In order to see this week’s featured star pattern you’ll need to find a spot with a southern horizon fairly free of trees. After it gets good and dark after 9 PM, look for the brightest star about an open hand span above the southern horizon. It will have bit of a reddish tint. Congratulations, you’ve found Antares. The combination of distance and luminosity make it the fifteenth brightest star in our sky.
Antares is huge. It is about 700 times the diameter of our Sun. All the inner planets out to Mars would fit inside it. Antares’ atmosphere extends even farther out. It extends so far out that the whole solar system would be engulfed if it were in our Sun’s place. Its reddish tint is due to its “cool” surface temperature. It’s half as hot as our Sun at only 5,000 degrees! This red supergiant star is about 500 light years away. (Remember, a light year is 25 trillion miles!)
Antares is an irregular pulsating star. It can expand and contract by 25% and double its brightness as it does so. Antares also has a companion star orbiting it, but it is much dimmer and close to Antares. You won’t see it even with good binoculars.
The lifecycle of a supergiant star is amazing. They are very rare. Far less than 1% of stars are born this big, and, like in the old song, they “live fast and die young”. Even though they have ten times more hydrogen fuel to burn than stars like our sun, they fuse it hundreds of times faster. Although Antares formed only about 10 million years ago, it will die in a supernova explosion in about a million years. Its corpse will be a neutron star or a black hole! Our Sun’s lifetime will be about ten billion years. That’s a thousand times longer than Antares.

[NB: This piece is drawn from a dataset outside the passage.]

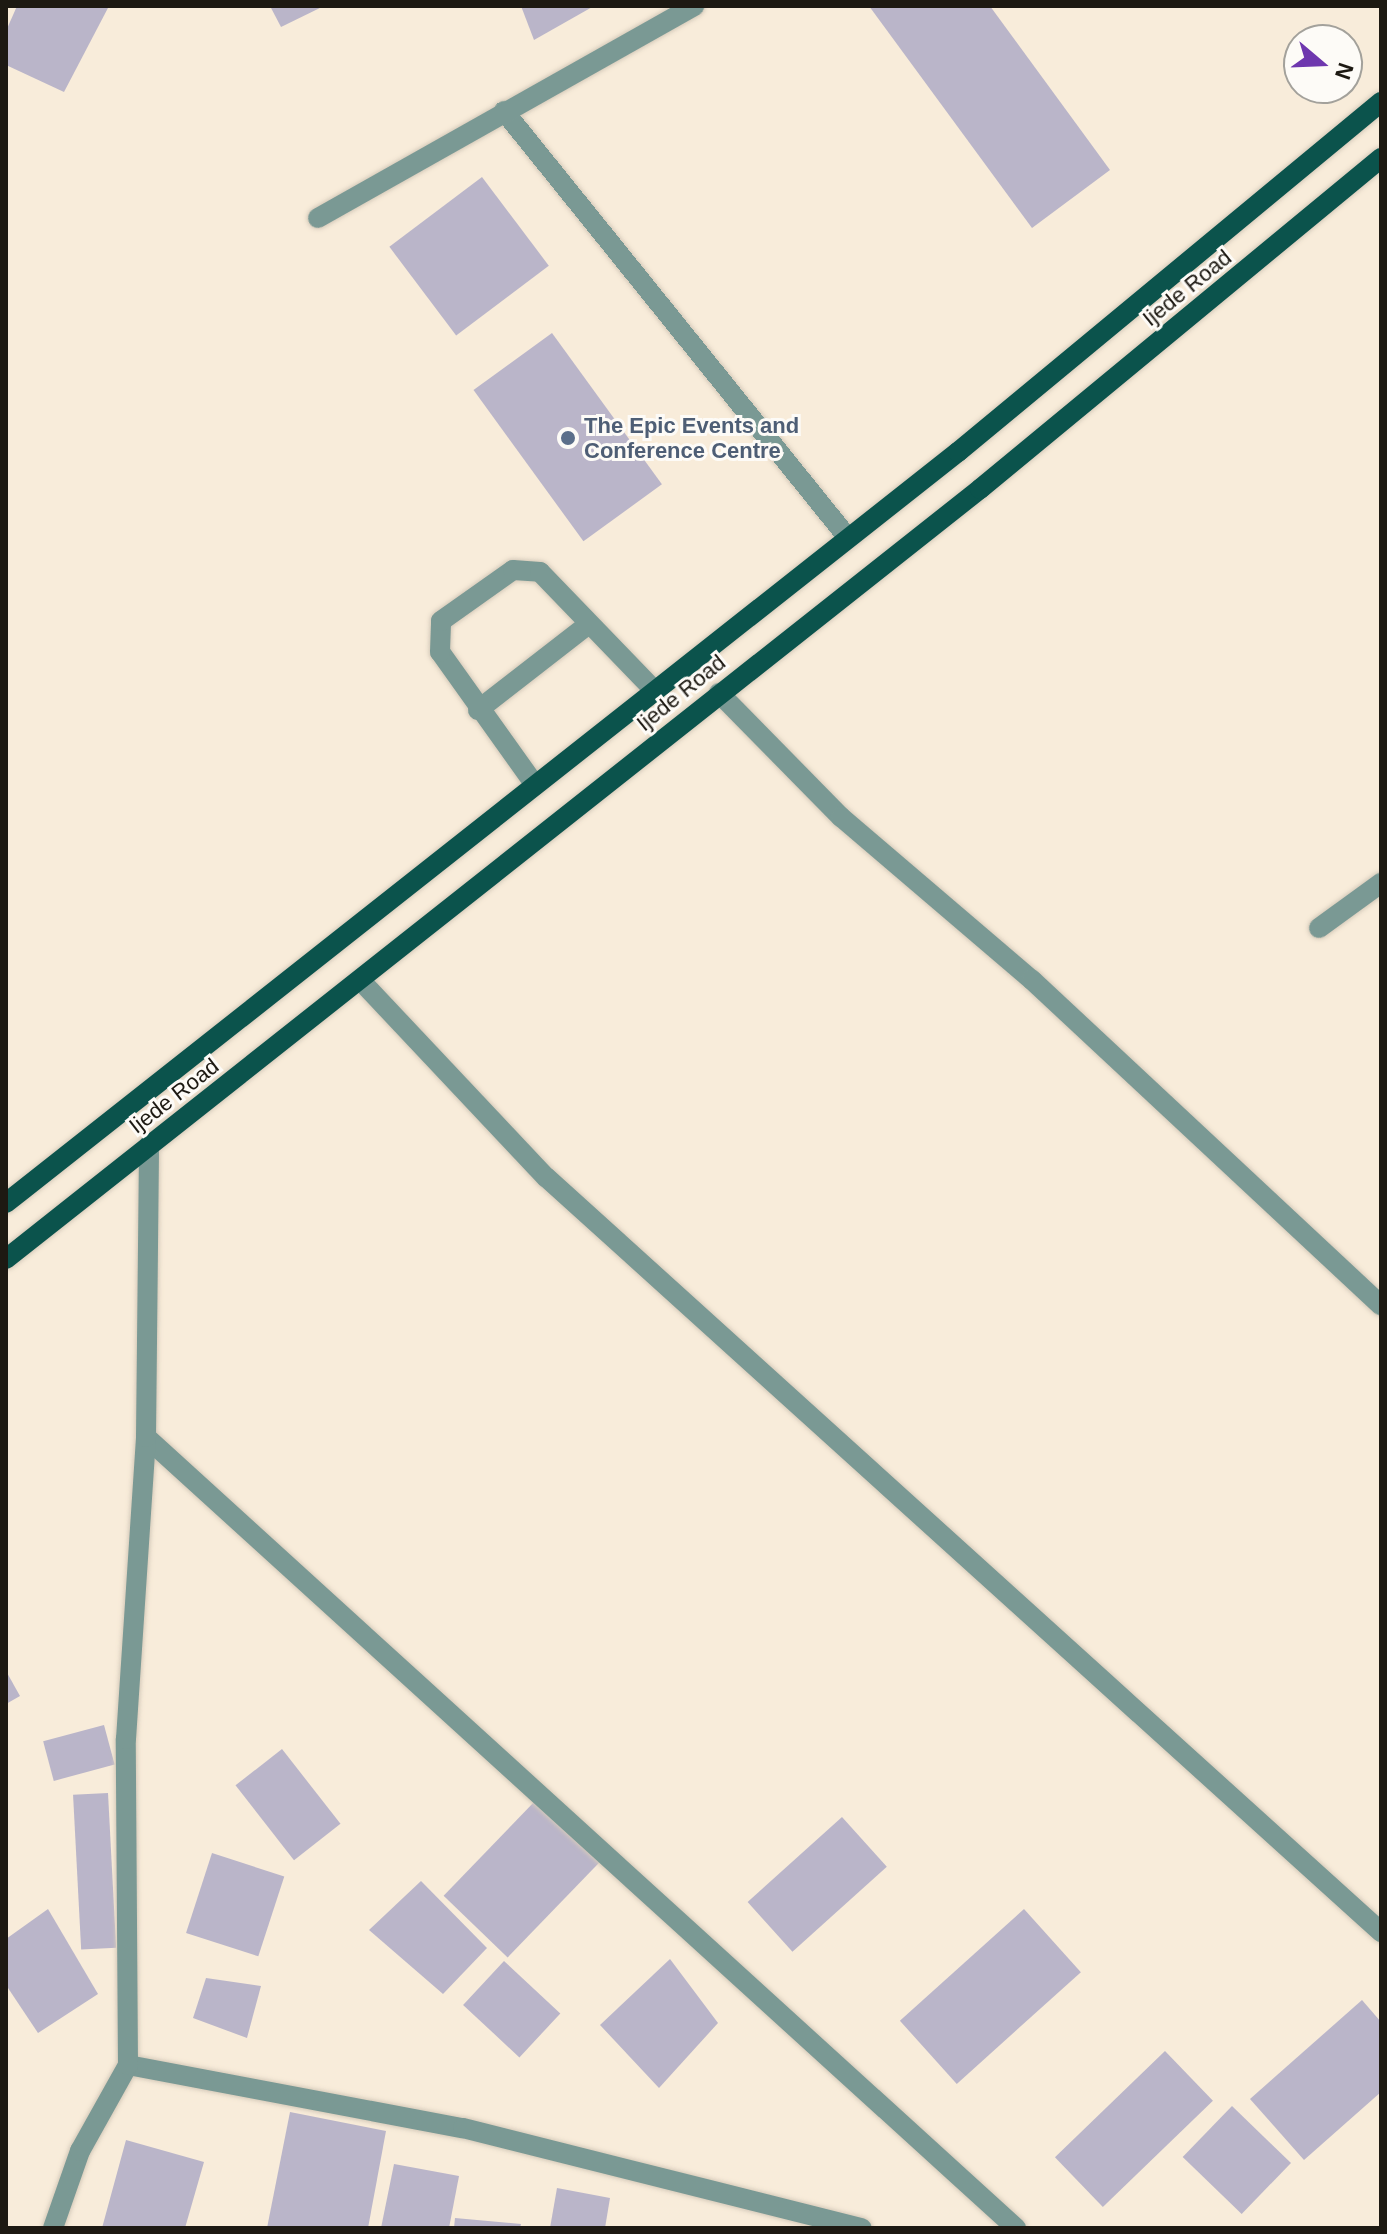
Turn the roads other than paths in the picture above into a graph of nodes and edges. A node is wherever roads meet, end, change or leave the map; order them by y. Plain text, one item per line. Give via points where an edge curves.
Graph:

Now that you know more than you may have wanted to know about Antares, how do we find its constellation? It’s in Scorpius, the scorpion. Antares represents its heart. It is one of the few constellations that actually look like their namesake. Look down and to the left of Antares and see a curving fishhook line of stars that make the scorpion’s tail and stinger. To the right of Antares is a line of 3 stars that represent the scorpion’s head. (See the image.)
If you keep going up and to the right from Antares and the three “head” stars you’ll come to two stars in the small constellation Libra. These stars used to be part of Scorpius, and their names in Arabic reflect this history. Their names are fun to roll off the tongue. Zubeneschamali (the northern claw) and Zubenelgenubi (the southern claw)
Finally, where did the name Antares come from? Anti from against or rival of, and Ares from the Greek name for the red planet Mars. Every couple of years, as Mars orbits the Sun, it appears to pass near Antares and they can easily be confused with each other. So, Antares = rival of Mars.